Media noche en París sería una metáfora para hablar de la añoranza, de la ilusión: lo que importa no es la frustración de no acceder a lo imposible, sino abandonar el deseo de lo imposible. La felicidad es el instante del deseo, ese segundo en que imaginamos la perfección....
La ilusión, que es el motor necesario para vivir y para crear, ha sido demolida en la era del hastío. Hoy ya todo fue creado y abolido, ser romántico resultaría demodé y buscar la flor azul sería un pecado imperdonable...

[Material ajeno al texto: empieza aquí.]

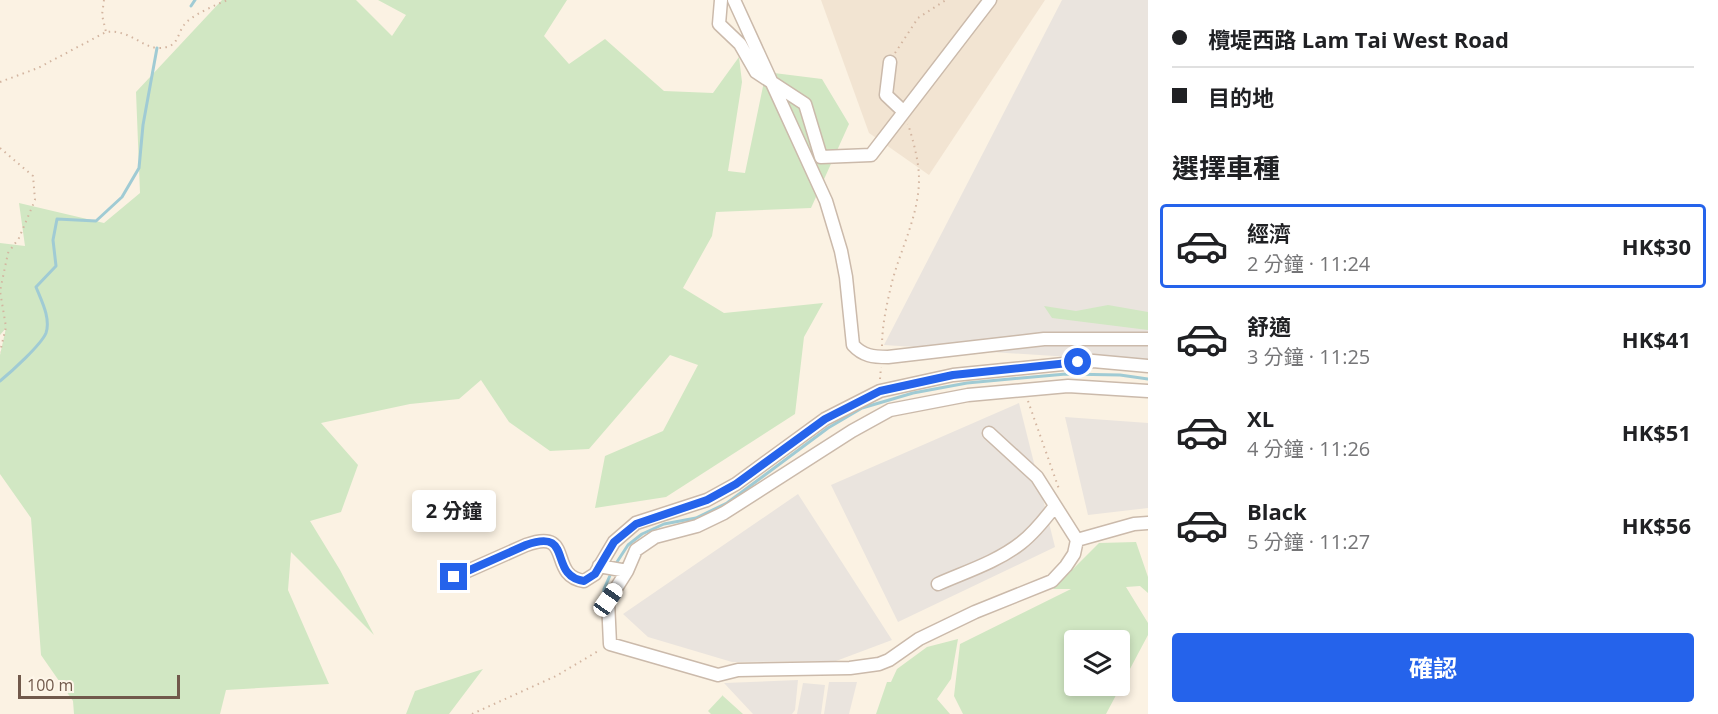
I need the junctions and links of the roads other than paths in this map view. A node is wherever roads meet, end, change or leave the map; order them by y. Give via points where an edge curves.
1 (721, 0) edge
2 (734, 0) edge
3 (990, 0) edge
4 (890, 62) road end
5 (904, 112) junction
6 (1148, 339) edge
7 (1148, 366) edge
8 (1148, 391) edge
9 (989, 433) dead end
10 (1059, 501) junction
11 (1148, 523) edge
12 (1077, 540) junction
13 (612, 569) junction
14 (454, 577) dead end
15 (938, 584) dead end

1 - 5 street via 719,24 740,44 756,72 805,104 821,157 871,155
2 - 6 street via 826,201 846,277 853,345 860,352 888,357 1044,339
3 - 5 street
4 - 5 street via 886,95
7 - 13 street via 1093,361 953,375 880,391 825,419 736,484 707,500 636,524 614,542
8 - 13 street via 1068,386 968,395 890,410 852,430 724,513 697,526 656,537
9 - 10 street
10 - 12 street
10 - 15 street via 1022,543
11 - 12 street
12 - 13 street via 1070,560 1052,581 975,612 920,639 889,660 850,668 738,670 718,675 610,644 608,600
13 - 14 street via 584,581 574,580 564,571 556,547 549,541 538,541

Deambulamos apáticos por el cementerio del arte, pretendemos ser rebeldes cuando disparamos en de la tumba de Dios. Ya no hay a quién matar, a quién escupir, la belleza ya fue injuriada. ¿Qué nos queda? ¿Hacer una apología a los escombros volviendo una y otra vez al mismo motivo? ¿matar zombies? ¿asesinar a los muertos? ¿alabarlos? ¿rendirles pleitesía otra vez?

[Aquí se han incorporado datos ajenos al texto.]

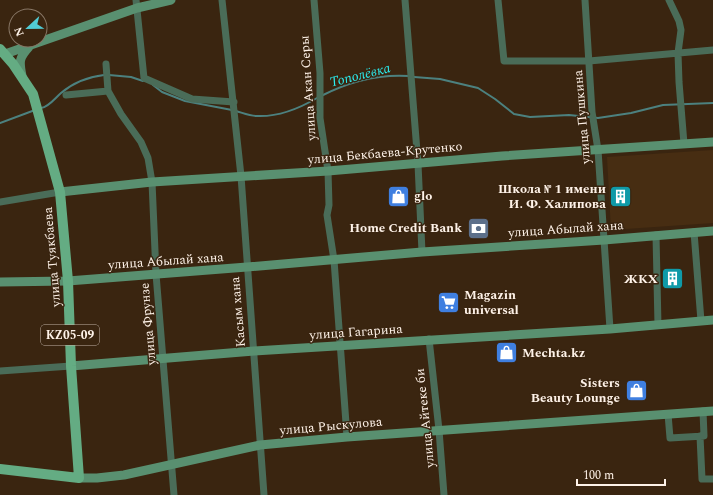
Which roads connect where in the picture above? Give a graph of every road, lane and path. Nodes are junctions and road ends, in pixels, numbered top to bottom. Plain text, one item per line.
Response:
1 (171, 0) edge
2 (222, 0) edge
3 (314, 0) edge
4 (405, 0) edge
5 (498, 0) edge
6 (585, 0) edge
7 (669, 0) edge
8 (136, 4) edge
9 (48, 38) edge
10 (17, 48) edge
11 (28, 48) edge
12 (713, 50) edge
13 (3, 51) edge
14 (678, 53) junction
15 (589, 61) junction
16 (106, 64) dead end
17 (22, 76) junction
18 (108, 91) junction
19 (66, 95) dead end
20 (234, 102) junction
21 (713, 142) edge
22 (684, 144) junction
23 (598, 150) junction
24 (418, 164) junction
25 (328, 171) junction
26 (241, 176) junction
27 (152, 182) junction
28 (60, 192) junction
29 (0, 202) edge
30 (713, 231) edge
31 (694, 232) junction
32 (656, 235) junction
33 (604, 240) junction
34 (422, 252) junction
35 (334, 260) junction
36 (247, 267) junction
37 (156, 274) junction
38 (68, 281) junction
39 (0, 282) edge
40 (713, 320) edge
41 (701, 321) junction
42 (658, 325) junction
43 (610, 329) junction
44 (429, 340) junction
45 (340, 346) junction
46 (254, 351) junction
47 (163, 358) junction
48 (72, 366) junction
49 (0, 371) edge
50 (713, 410) edge
51 (703, 411) junction
52 (668, 414) junction
53 (439, 430) junction
54 (700, 436) junction
55 (347, 437) junction
56 (260, 445) junction
57 (172, 464) junction
58 (0, 469) edge
59 (79, 478) junction
60 (713, 479) edge
61 (174, 495) edge
62 (264, 495) edge
63 (444, 495) edge

1 - 8 street
2 - 20 street
3 - 25 street, улица Акан Серы
4 - 24 street
5 - 15 street
6 - 15 street, улица Пушкина
7 - 14 street
8 - 9 street
8 - 20 street
10 - 13 street
11 - 17 street
12 - 14 street
13 - 17 main road, улица Туякбаева / KZ05-09
14 - 15 street
14 - 22 street
15 - 23 street, улица Пушкина
16 - 18 street, улица Фрунзе
17 - 28 main road, улица Туякбаева / KZ05-09
18 - 19 street
18 - 27 street, улица Фрунзе
20 - 26 street, Касым хана
21 - 22 street, улица Бекбаева-Крутенко
22 - 23 street, улица Бекбаева-Крутенко
23 - 24 street, улица Бекбаева-Крутенко
23 - 33 street, улица Пушкина
24 - 25 street, улица Бекбаева-Крутенко
24 - 34 street
25 - 26 street, улица Бекбаева-Крутенко
25 - 35 street, улица Акан Серы
26 - 27 street, улица Бекбаева-Крутенко
26 - 36 street, Касым хана
27 - 28 street, улица Бекбаева-Крутенко
27 - 37 street, улица Фрунзе
28 - 29 street
28 - 38 main road, улица Туякбаева / KZ05-09
30 - 31 street, улица Абылай хана
31 - 32 street, улица Абылай хана
31 - 41 street
32 - 33 street, улица Абылай хана
32 - 42 street
33 - 34 street, улица Абылай хана
33 - 43 street, улица Пушкина
34 - 35 street, улица Абылай хана
35 - 36 street, улица Абылай хана
35 - 45 street, улица Акан Серы
36 - 37 street, улица Абылай хана
36 - 46 street, Касым хана
37 - 38 street, улица Абылай хана
37 - 47 street, улица Фрунзе
38 - 39 street, улица Абылай хана
38 - 48 main road, улица Туякбаева / KZ05-09
40 - 41 street, улица Гагарина
41 - 42 street, улица Гагарина
42 - 43 street, улица Гагарина
43 - 44 street, улица Гагарина
44 - 45 street, улица Гагарина
44 - 53 street, улица Айтеке би
45 - 46 street, улица Гагарина
45 - 55 street, улица Акан Серы
46 - 47 street, улица Гагарина
46 - 56 street, Касым хана
47 - 48 street, улица Гагарина
47 - 57 street, улица Фрунзе
48 - 49 street, улица Гагарина
48 - 59 main road, улица Туякбаева / KZ05-09
50 - 51 street, улица Рыскулова
51 - 52 street, улица Рыскулова
51 - 54 street
52 - 53 street, улица Рыскулова
52 - 54 street
53 - 55 street, улица Рыскулова
53 - 63 street, улица Айтеке би
54 - 60 street
55 - 56 street, улица Рыскулова
56 - 57 street, улица Рыскулова
56 - 62 street, Касым хана
57 - 59 street, улица Рыскулова
57 - 61 street, улица Фрунзе
58 - 59 main road, улица Рыскулова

Shakespeare dijo que "la vida es un cuento lleno de ruido y furia, que no significa nada”, entonces, ¿qué podría darle sentido a este cementerio, a esta basura posmoderna, a este Desierto de lo real? No un manifiesto ni un concepto, sólo un rayo de luz  , luz pura y sin nombre. Sólo lo inexplicablemente bello podrá devolver la ilusión que hará posible desear lo imposible, que nos devolverá la fe en el caos...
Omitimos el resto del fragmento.